Turning Back the Clock


By Thomas Chan

Guangzhou aims to be China’s culture capital

by restoring its past glory

Boosted by its success in hosting the Asian Games in 2010, the Guangzhou government has decided on a bold approach to revitalise the city’s historic legacy. It is a history that dates back 2200 years, to when the city, then known as Panyu, was the capital of the Southern Yue kingdom on the northern shore of the Pearl River. It was renamed Guangzhou in AD 246.

From the very beginning, Panyu was very different to the imperial cities of the interior. Its peripheral location far from the capital, on the southern edge of the empire, allowed it to preserve many of the local traditions. It also shielded the city from the attempts by the central government to wield its power by using symbols of the emperor and leaning on the machinery of the state. Panyu’s location attracted contact and trade with foreigners, who used to make their initial entry into China via the coast near Guangzhou. Local people, both natives and settlers from other places, also used the city as a seaport.

Centuries of foreign trade and easy access to local, regional and national markets led to an openness in Guangzhou that proved attractive to the Portuguese. Having failed to set up trading posts in Zhejiang and Fujian, they turned their attention to Macao, and were successful. It is no surprise that since the Han Dynasty, 2000 years ago, Guangzhou has served as a major starting point of the Maritime Silk Road. It has also been the hub of inter-Asian and cross-continental trade from the Tang Dynasty onwards.

China’s open-door policy and economic reform over the last three decades began in the Pearl River, and was centred on Guangzhou.

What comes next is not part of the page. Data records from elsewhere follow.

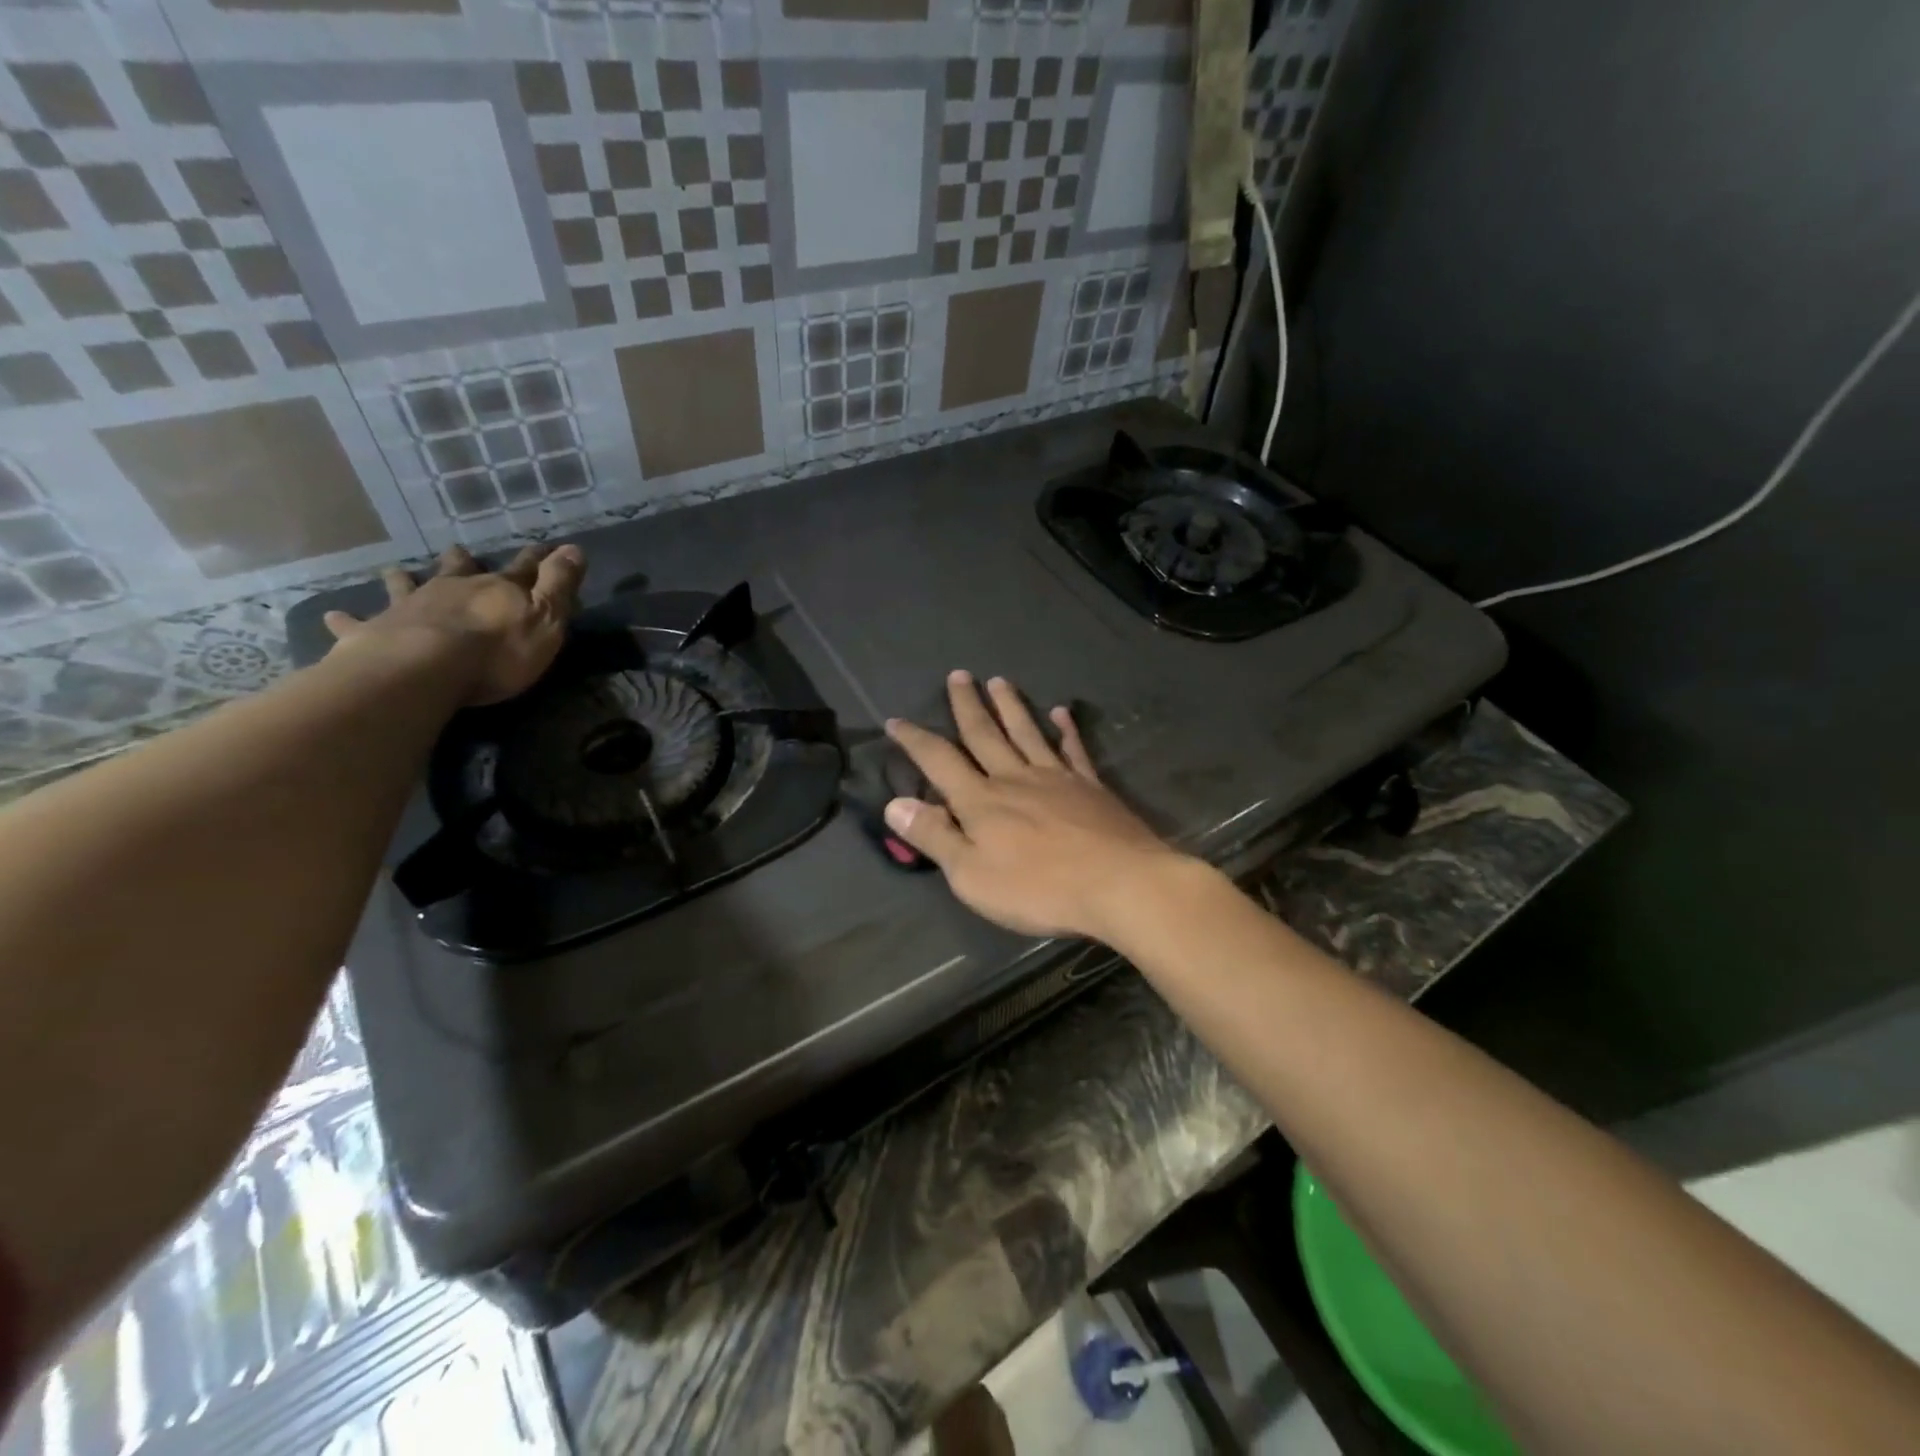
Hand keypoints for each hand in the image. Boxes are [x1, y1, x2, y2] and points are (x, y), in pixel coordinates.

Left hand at [323, 543, 584, 704]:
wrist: (424, 669)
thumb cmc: (497, 651)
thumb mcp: (546, 618)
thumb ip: (560, 585)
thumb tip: (575, 547)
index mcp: (496, 589)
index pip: (524, 568)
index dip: (537, 558)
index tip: (546, 547)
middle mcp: (452, 589)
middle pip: (458, 569)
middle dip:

After three decades of disruption caused by Beijing’s centrally planned economy, Guangzhou has seen a return to its local traditions and a continuation of its impressive history.

Rethinking the future

In 2011, after the glamour of the Asian Games and the completion of the infrastructure built up to serve the Games, Guangzhou began to re-think its direction for the future. It is no longer content to be a modern city of skyscrapers and monumental buildings. Nor does it want to follow in the footsteps of larger cities in China that have become symbols of industrialisation, such as Shanghai.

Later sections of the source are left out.